__Task directions__. Select from the records below every line that has the word "شارع" in it.

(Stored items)
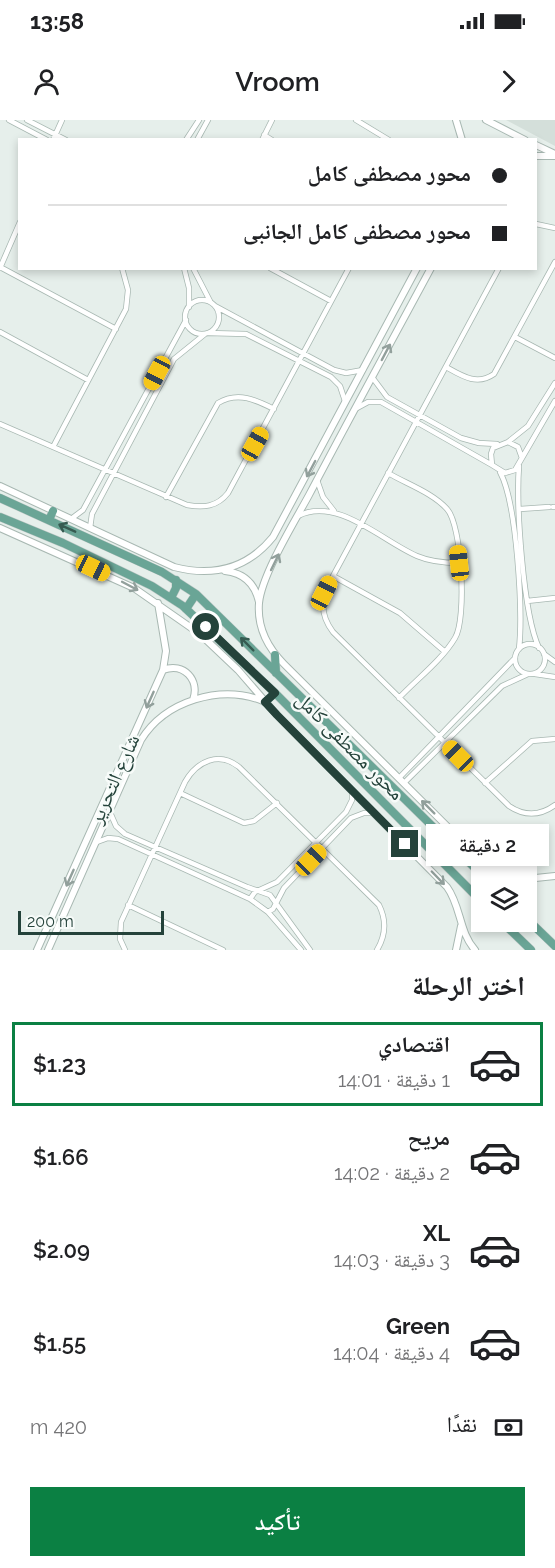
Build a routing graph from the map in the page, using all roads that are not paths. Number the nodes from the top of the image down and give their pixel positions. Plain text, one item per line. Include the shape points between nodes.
1 (9, 120) edge
2 (27, 120) edge
3 (62, 120) edge
4 (199, 120) edge
5 (208, 120) edge
6 (272, 120) edge
7 (356, 120) edge
8 (456, 120) edge
9 (486, 120) edge
10 (54, 137) edge
11 (263, 137) edge
12 (43, 138) edge
13 (187, 138) edge
14 (198, 138) edge
15 (386, 138) edge
16 (461, 138) edge
17 (521, 138) edge
18 (537, 146) edge
19 (555, 155) edge
20 (537, 156) edge
21 (537, 224) edge
22 (18, 227) edge
23 (555, 228) edge
24 (555, 262) edge
25 (0, 268) edge
26 (122, 270) edge
27 (184, 270) edge
28 (194, 270) edge
29 (274, 270) edge
30 (348, 270) edge
31 (416, 270) edge
32 (429, 270) edge
33 (498, 270) edge
34 (331, 301) junction
35 (214, 305) junction
36 (189, 308) junction
37 (186, 320) junction
38 (116, 329) junction
39 (0, 332) edge
40 (206, 333) junction
41 (515, 337) junction
42 (303, 354) junction
43 (555, 358) edge
44 (300, 360) junction
45 (446, 367) junction
46 (363, 370) junction
47 (372, 377) junction
48 (88, 380) junction
49 (555, 383) edge
50 (555, 401) edge
51 (345, 403) junction
52 (274, 409) junction
53 (354, 410) junction
54 (420, 415) junction
55 (416, 421) junction
56 (0, 424) edge
57 (508, 442) junction
58 (324, 443) junction
59 (497, 444) junction
60 (53, 447) junction
61 (334, 448) junction
62 (522, 458) junction
63 (492, 465) junction
64 (519, 466) junction
65 (104, 470) junction
66 (500, 472) junction
67 (388, 473) junction
68 (112, 474) junction
69 (317, 480) junction
70 (0, 486) edge
71 (166, 496) junction
72 (0, 498) edge
73 (552, 507) edge
74 (520, 510) junction
75 (53, 511) junction
76 (334, 511) junction
77 (298, 516) junction
78 (0, 517) edge
79 (70, 519) junction
80 (49, 520) junction
81 (360, 526) junction
82 (0, 528) edge
83 (90, 528) junction
84 (63, 543) junction
85 (59, 552) junction
86 (459, 563) junction
87 (220, 571) junction
88 (333, 576) junction
89 (176, 580) junction
90 (196, 594) junction
91 (171, 598) junction
92 (555, 598) edge
93 (527, 601) junction
94 (158, 603) junction
95 (260, 603) junction
96 (186, 609) junction
97 (539, 648) junction
98 (519, 649) junction
99 (444, 651) junction
100 (544, 654) junction
101 (275, 655) junction
102 (515, 658) junction
103 (555, 662) edge
104 (163, 670) junction
105 (276, 673) junction
106 (530, 674) junction
107 (555, 677) edge
108 (275, 693) junction
109 (399, 698) junction
110 (193, 700) junction
111 (265, 702) junction
112 (439, 737) junction
113 (555, 739) edge
114 (445, 743) junction
115 (399, 778) junction
116 (404, 783) junction
117 (484, 783) junction
118 (351, 788) junction
119 (180, 793) junction
120 (278, 803) junction
121 (555, 805) edge
122 (110, 810) junction
123 (377, 815) junction
124 (317, 842) junction
125 (95, 844) junction
126 (155, 847) junction
127 (322, 848) junction
128 (152, 854) junction
129 (473, 866) edge
130 (490, 866) edge
131 (554, 877) edge
132 (537, 878) edge
133 (260, 890) junction
134 (471, 891) edge
135 (250, 899) junction
136 (276, 903) junction
137 (128, 905) junction
138 (268, 912) junction
139 (461, 920) junction
140 (537, 929) edge
141 (512, 932) edge
142 (53, 938) junction
143 (555, 946) edge
144 (37, 950) edge
145 (48, 950) edge
146 (53, 950) edge
147 (125, 950) edge
148 (223, 950) edge
149 (301, 950) edge
150 (310, 950) edge
151 (377, 950) edge
152 (456, 950) edge
153 (475, 950) edge
154 (531, 950) edge

1 - 12 street
2 - 10 street
3 - 10 street
4 - 13 street
5 - 14 street
6 - 11 street
7 - 15 street
8 - 16 street
9 - 17 street
18 - 19 street
19 - 20 street
21 - 23 street
22 - 25 street
24 - 41 street
25 - 38 street
26 - 38 street via 128,298
27 - 36 street
28 - 35 street
29 - 34 street
30 - 34 street
31 - 46 street
47 -> 32 street
33 - 45 street
34 - 42 street
35 - 36 street via 199,301
35 - 40 street via 218,324
35 - 42 street
36 - 37 street
37 - 40 street via 191,329
37 - 65 street
38 - 48 street
39 - 48 street
40 - 44 street via 246,334
40 - 68 street via 174,359
41 - 43 street
41 - 45 street via 488,378 474,380
42 - 44 street
42 - 46 street via 340,372
44 - 51 street via 336,381
44 - 52 street
45 - 54 street
46 - 51 street
47 - 53 street
47 - 54 street via 387,397
48 - 60 street
49 - 57 street via 536,417
50 - 62 street
51 - 58 street
52 - 71 street via 221,501 196,507
52 - 71 street via 243,397 218,404
53 - 55 street via 366,402 381,402
53 - 61 street
54 - 55 street
54 - 59 street via 470,441
55 - 63 street
55 - 67 street
56 - 60 street
57 - 59 street
57 - 62 street via 518,447
58 - 61 street
58 -> 87 street via 266,546 248,560
59 - 63 street via 491,454
60 - 65 street
61 - 69 street
62 - 64 street
63 - 66 street
64 - 66 street via 511,472
64 - 74 street
65 - 68 street
65 - 79 street via 83,510
66 - 98 street via 511,500 521,615
67 - 81 street
67 - 86 street via 441,503 451,514 456,526
68 - 71 street
68 - 83 street via 92,514
69 - 76 street via 322,497
69 - 77 street
70 - 75 street
72 - 80 main road, محور مصطفى كامل
73 - 74 street
74 - 93 street
75 - 79 street
75 - 80 main road
76 - 77 street via 315,510
76 - 81 street
95 -> 77 street via 266,580
78 - 84 main road, محور مصطفى كامل
79 - 83 street
89 -> 80 main road, محور مصطفى كامل
81 - 86 street via 423,559
81 - 88 street
82 - 85 street
83 - 87 street via 166,564 187,570
84 - 85 main road
84 - 91 main road, محور مصطفى كامل
85 -> 94 street
86 - 99 street via 461,623 455,639
87 - 95 street via 234,572 246,579
88 - 99 street via 400,613
88 - 109 street via 322,600 327,624
89 - 90 main road, محور مصطفى كامل
89 - 91 main road
90 - 96 main road
105 -> 90 main road, محور مصطفى كامل
91 - 96 main road, محور مصطفى كامل
92 - 93 street
93 - 97 street
94 - 104 street, شارع التحرير via 166,651
94 - 111 street via 214,646
95 - 101 street via 261,629
96 - 108 main road, محور مصطفى كامل
97 - 98 street via 527,644
97 - 100 street
98 - 102 street
99 - 109 street
100 - 103 street
100 - 106 street via 541,669
101 - 105 main road
101 - 115 street
102 - 106 street via 517,667
102 - 112 street
104 - 110 street via 187,672 195,685
104 -> 144 street, شارع التحرير
105 - 129 main road, محور مصطفى كامل
106 - 107 street
106 - 114 street via 502,686
108 - 111 main road
108 - 134 main road, محور مصطفى كامل
109 - 112 street
110 - 111 street, شارع التحرير via 233,695
110 - 122 street, شارع التحرير via 167,712 145,734
111 - 118 street
112 - 114 street
112 - 115 street
113 - 117 street via 532,741
114 - 116 street
114 - 117 street
115 - 116 street
130 -> 116 street
117 - 121 street via 509,806 525,814 544,812
118 - 123 street
118 - 124 street via 350,806
119 - 120 street via 244,823 254,822
119 - 120 street via 194,769 205,761 220,759 234,763
119 - 126 street
120 - 124 street
122 - 125 street, شارع التحرير
122 - 126 street via 113,822 121,830
123 - 127 street via 357,814
123 -> 139 street via 447,887
124 - 127 street
124 - 133 street via 277,882
125 - 128 street via 113,838
125 - 142 street, شارع التحرير
126 - 128 street
126 - 133 street
127 - 136 street via 284,888
127 - 151 street via 379,905 385,931
128 - 135 street
128 - 137 street
131 - 132 street
133 - 135 street
133 - 136 street
135 - 138 street
136 - 138 street
136 - 150 street
137 - 147 street via 120,927
137 - 148 street
138 - 149 street
139 - 152 street
139 - 153 street
140 - 143 main road
141 - 154 main road
142 - 145 street, شارع التحرير
142 - 146 street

__Task solution__.
94 - 104 street, شارع التحرير via 166,651
104 -> 144 street, شارع التحرير
110 - 111 street, شارع التحرير via 233,695
110 - 122 street, شارع التحرير via 167,712 145,734
122 - 125 street, شارع التحرير
125 - 142 street, شارع التحرير
142 - 145 street, شارع التحرير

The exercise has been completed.